J'en ai de la chance : j'ai l'impression que c'était le meilleur tome pour reprendre la série après une pause.
En effet, j'avais emprunté le tome précédent il y a un peu plus de deux ans à une bibliothèque.
Mais le tome 16 commençant sur une ellipse, Kei Ohkubo recontextualise subtilement les évènements. Cela m'a aidé à ne pas me sentir trop dépaysé, même si ma mémoire m'a aussi aidé à recoller les bouts.

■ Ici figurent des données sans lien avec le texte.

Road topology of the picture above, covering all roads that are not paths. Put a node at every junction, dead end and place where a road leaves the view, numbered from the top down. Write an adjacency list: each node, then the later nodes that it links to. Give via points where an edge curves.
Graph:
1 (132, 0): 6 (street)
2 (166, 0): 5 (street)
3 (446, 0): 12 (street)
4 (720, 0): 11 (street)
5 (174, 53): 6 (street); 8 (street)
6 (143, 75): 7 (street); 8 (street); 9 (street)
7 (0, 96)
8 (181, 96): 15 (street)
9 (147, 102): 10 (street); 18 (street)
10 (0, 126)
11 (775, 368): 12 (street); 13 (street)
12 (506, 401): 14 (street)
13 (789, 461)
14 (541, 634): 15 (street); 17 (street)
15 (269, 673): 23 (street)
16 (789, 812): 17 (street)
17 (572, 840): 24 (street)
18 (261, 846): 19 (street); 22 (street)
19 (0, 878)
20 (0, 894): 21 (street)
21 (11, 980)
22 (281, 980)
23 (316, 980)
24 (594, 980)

Puis ce tome est juste excellent, il m'a vraiment rappelé pourquoi j'affectionne particulièrement ce manga : ses dessins fins et précis, sa mise en page maîtrisée, son héroïne passionnante avec son caractère et les liens qu'elle arrive à tisser, le soin apporté à l'écriture des personnages secondaires ou même à l'aspect politique et historique du récit, etc.
Et ces changements de tons...l'autrice sait bien nous rappeler que tout n'était pas rose au XVIème siècle.
On est au milieu d'une guerre, et les mers sont loin d'être sûres...
Le tome est tantôt plein de bons sentiments, tantôt glaçant de réalisme.
Le tome 21 sera le dernier et ça se sent quand on lit le seizième, mais je continue à profiter du voyage pour le moment.